Collected data:
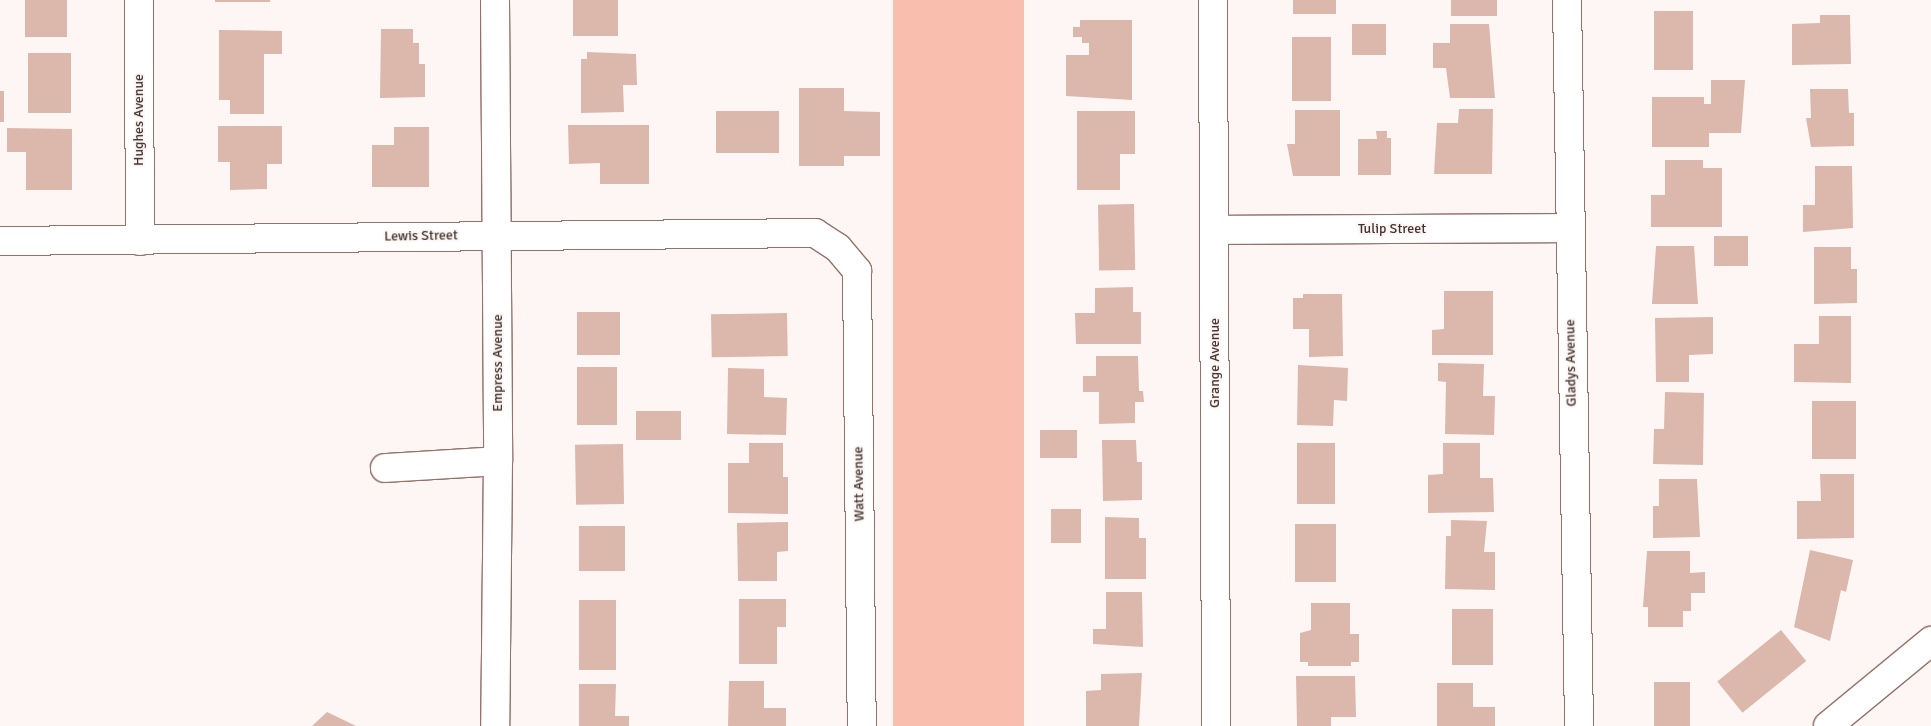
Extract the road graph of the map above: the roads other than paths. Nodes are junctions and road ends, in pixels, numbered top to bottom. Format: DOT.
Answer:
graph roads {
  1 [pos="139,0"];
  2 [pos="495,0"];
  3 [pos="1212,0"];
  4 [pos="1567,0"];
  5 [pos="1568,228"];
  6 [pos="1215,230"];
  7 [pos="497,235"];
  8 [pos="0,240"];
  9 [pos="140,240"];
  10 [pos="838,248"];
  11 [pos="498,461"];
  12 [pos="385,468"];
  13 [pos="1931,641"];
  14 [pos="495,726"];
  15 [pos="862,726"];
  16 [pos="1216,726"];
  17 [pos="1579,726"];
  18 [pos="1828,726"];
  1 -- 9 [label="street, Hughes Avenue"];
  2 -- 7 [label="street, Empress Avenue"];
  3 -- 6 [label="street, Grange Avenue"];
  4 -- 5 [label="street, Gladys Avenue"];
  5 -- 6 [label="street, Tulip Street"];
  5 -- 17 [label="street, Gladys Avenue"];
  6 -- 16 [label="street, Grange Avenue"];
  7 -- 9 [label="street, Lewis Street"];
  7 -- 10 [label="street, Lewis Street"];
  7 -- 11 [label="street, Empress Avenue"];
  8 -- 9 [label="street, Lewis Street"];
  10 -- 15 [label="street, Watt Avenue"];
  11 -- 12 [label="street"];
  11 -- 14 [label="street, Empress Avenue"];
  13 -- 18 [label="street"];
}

Try it: Scan the records for lines with the string "Empress". Give the number of such lines and nothing else.

Task solution: 3